**Records excerpted from a collection**

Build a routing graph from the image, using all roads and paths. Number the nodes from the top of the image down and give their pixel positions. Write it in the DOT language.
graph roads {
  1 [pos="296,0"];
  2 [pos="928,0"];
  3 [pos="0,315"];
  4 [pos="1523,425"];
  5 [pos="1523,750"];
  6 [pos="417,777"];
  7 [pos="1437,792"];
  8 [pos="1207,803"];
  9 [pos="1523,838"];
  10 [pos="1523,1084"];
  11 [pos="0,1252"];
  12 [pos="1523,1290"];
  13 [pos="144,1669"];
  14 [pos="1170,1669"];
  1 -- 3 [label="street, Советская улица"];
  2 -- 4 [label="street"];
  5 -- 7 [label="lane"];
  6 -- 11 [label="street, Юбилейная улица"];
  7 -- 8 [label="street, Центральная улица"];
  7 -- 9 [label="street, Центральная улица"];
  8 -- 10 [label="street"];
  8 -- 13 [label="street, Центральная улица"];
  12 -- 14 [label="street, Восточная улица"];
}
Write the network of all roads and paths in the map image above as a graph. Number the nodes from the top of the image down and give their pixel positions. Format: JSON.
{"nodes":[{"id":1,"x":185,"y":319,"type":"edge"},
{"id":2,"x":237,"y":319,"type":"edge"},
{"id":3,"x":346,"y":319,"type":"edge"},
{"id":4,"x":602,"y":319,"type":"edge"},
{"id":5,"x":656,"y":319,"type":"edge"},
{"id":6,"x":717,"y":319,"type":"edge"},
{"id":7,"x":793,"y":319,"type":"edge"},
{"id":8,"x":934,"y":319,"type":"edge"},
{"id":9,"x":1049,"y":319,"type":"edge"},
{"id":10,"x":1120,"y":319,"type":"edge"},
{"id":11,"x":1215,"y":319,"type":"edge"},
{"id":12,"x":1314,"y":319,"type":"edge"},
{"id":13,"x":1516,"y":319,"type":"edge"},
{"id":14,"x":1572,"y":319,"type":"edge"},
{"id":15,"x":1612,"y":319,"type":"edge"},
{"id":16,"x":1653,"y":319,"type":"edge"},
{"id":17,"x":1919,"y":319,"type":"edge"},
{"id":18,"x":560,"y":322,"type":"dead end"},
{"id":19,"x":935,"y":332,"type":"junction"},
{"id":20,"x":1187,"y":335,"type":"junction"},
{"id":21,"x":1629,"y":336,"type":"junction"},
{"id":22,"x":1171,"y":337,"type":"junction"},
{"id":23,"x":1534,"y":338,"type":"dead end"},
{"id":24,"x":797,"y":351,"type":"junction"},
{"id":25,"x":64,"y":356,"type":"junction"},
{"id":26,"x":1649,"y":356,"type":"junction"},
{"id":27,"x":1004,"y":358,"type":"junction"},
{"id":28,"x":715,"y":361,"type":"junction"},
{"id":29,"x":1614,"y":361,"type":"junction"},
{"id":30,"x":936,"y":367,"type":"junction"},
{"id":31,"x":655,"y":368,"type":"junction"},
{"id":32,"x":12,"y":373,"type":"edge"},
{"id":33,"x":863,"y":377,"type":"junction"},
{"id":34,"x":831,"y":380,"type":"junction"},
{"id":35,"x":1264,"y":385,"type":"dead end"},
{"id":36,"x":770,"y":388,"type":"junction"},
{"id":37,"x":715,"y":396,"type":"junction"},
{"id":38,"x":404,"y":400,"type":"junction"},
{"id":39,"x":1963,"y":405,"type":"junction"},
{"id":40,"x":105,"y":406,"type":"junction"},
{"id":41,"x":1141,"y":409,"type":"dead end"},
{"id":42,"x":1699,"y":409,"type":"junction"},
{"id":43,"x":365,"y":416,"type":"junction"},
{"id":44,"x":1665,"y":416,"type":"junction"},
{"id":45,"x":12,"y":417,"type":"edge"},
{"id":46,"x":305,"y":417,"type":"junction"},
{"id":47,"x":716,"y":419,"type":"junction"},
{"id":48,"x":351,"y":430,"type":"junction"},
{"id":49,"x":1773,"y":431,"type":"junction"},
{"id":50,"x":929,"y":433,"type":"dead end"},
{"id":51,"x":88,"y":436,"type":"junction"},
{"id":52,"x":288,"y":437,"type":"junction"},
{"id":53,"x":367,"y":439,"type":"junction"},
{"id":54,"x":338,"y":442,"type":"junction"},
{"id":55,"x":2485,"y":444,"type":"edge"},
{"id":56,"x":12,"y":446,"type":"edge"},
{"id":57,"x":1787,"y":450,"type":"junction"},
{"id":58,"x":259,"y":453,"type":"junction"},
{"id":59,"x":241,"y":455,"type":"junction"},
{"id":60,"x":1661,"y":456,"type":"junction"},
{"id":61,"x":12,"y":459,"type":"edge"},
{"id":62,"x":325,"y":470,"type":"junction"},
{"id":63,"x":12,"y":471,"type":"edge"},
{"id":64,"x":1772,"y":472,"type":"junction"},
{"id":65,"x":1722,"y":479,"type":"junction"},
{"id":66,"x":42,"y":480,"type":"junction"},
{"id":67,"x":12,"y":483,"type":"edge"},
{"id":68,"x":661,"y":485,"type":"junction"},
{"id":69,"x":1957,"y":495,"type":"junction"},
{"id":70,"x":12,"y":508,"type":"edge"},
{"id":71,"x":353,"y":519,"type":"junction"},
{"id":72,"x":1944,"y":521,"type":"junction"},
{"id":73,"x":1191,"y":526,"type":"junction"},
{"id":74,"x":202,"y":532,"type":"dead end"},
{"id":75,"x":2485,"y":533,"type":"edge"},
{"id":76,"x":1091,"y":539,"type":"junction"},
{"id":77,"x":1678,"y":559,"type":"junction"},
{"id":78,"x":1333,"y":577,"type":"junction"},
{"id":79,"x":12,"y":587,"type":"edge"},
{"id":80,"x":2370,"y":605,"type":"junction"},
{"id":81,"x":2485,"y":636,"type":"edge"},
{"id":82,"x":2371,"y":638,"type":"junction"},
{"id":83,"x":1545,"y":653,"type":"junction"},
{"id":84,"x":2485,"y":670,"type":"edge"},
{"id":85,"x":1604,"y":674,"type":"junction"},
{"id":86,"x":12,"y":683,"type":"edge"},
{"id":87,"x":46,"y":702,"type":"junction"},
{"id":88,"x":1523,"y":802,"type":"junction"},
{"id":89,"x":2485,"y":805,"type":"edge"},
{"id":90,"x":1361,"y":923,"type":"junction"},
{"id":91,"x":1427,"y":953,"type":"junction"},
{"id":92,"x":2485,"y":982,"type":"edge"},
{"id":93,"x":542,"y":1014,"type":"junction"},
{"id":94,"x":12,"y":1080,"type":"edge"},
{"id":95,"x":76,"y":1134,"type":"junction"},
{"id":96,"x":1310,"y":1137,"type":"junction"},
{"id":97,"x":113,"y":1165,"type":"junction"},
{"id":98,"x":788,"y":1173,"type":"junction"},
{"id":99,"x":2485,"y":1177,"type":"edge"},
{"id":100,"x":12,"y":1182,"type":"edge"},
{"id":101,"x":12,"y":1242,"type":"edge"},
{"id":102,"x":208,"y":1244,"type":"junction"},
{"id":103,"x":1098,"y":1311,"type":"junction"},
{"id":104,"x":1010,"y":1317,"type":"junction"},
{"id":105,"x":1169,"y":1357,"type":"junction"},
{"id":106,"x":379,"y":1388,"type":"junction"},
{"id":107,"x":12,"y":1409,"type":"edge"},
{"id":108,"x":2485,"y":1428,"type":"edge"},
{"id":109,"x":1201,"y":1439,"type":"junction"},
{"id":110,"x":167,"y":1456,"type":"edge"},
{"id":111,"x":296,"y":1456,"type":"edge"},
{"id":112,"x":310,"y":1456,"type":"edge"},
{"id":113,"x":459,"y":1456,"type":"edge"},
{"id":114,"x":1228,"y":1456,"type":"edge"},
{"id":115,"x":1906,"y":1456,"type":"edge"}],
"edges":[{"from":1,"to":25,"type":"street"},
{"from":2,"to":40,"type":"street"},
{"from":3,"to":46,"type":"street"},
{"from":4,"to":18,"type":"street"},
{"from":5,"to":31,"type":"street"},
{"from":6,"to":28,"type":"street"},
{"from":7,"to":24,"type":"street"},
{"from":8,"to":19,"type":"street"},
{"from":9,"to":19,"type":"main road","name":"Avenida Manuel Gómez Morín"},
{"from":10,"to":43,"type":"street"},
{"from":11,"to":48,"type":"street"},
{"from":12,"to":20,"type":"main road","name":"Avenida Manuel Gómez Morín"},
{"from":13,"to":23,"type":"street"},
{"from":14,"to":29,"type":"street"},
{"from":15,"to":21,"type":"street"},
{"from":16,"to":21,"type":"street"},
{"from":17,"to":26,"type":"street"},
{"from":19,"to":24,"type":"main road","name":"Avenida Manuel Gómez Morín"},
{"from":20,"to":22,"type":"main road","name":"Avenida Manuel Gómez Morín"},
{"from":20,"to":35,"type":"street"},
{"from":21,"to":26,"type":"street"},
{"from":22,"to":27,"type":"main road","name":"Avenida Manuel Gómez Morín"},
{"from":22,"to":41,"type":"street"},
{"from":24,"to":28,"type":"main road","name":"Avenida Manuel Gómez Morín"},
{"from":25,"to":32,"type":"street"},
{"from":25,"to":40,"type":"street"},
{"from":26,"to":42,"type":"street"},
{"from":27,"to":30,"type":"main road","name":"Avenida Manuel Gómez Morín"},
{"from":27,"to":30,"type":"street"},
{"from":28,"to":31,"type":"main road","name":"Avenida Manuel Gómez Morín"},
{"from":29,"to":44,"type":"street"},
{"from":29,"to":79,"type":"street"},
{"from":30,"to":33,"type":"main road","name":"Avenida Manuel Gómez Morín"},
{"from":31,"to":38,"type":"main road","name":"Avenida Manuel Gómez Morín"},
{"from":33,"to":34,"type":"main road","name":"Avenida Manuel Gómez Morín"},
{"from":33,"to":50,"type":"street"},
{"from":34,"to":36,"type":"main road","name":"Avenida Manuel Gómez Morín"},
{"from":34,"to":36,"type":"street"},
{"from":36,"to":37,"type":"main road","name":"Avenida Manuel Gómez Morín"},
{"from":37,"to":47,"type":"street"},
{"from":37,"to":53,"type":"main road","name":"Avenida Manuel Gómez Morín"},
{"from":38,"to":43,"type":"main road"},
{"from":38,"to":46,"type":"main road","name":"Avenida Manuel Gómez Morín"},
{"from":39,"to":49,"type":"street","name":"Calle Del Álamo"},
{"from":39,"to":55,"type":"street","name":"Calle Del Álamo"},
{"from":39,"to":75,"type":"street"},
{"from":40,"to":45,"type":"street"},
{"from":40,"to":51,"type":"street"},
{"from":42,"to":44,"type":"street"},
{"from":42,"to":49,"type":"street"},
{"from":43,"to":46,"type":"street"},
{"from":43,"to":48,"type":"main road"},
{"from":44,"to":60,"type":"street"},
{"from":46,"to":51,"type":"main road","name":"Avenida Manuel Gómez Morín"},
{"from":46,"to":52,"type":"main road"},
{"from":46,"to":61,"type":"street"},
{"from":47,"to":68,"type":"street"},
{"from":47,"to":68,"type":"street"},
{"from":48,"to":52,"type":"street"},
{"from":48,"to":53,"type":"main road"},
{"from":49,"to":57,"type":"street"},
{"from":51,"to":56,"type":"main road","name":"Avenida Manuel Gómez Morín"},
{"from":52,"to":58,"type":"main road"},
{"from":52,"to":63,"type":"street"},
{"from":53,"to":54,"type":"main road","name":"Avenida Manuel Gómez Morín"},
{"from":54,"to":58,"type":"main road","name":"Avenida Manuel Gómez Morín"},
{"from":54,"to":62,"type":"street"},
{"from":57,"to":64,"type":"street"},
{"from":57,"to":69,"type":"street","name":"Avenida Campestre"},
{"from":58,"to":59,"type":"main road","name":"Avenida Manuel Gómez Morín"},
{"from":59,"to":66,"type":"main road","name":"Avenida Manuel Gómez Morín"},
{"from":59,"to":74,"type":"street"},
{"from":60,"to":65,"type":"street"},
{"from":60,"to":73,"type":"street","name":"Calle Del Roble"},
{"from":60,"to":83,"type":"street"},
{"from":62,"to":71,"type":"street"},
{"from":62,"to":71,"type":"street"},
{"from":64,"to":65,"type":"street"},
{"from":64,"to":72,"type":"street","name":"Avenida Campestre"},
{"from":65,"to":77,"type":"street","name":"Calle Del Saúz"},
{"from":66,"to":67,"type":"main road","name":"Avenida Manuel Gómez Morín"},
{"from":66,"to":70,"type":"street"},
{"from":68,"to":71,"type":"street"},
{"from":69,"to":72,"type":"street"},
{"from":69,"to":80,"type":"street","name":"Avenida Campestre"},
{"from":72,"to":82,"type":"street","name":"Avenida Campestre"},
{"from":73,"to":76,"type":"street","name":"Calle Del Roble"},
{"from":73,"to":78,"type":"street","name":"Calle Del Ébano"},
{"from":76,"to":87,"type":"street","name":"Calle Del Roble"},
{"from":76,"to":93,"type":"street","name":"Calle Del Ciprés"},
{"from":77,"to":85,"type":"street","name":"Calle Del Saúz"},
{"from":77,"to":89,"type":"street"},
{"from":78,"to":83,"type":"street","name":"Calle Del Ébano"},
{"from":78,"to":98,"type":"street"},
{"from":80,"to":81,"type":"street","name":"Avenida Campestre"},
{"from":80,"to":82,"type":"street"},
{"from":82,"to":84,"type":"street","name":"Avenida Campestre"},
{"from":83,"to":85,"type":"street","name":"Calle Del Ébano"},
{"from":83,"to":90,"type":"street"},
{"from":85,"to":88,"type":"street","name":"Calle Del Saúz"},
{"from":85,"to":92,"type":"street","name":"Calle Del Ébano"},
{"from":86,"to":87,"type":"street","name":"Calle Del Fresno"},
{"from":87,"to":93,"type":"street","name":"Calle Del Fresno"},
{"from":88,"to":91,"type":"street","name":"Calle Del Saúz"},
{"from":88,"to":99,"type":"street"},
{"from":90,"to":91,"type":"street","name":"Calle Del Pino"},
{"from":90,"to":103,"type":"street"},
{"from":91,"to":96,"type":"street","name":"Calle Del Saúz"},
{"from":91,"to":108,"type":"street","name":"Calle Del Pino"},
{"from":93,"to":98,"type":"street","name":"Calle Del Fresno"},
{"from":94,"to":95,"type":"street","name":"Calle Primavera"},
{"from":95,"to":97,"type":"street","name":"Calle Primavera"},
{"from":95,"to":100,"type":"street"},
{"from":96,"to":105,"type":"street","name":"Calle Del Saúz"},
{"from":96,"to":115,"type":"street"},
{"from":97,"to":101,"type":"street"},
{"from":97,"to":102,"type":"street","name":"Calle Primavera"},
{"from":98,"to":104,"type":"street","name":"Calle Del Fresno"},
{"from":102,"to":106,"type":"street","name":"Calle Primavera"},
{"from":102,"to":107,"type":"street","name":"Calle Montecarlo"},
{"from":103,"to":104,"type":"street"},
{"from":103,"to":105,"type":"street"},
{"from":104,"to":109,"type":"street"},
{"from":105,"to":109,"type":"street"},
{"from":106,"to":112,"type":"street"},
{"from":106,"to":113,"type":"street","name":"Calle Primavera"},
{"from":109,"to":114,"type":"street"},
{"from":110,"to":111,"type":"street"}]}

**REQUIREMENT**
In the records shown above, how many lines include the word "Write"? Answer with the number only.

**OUTPUT OF THE TASK**
2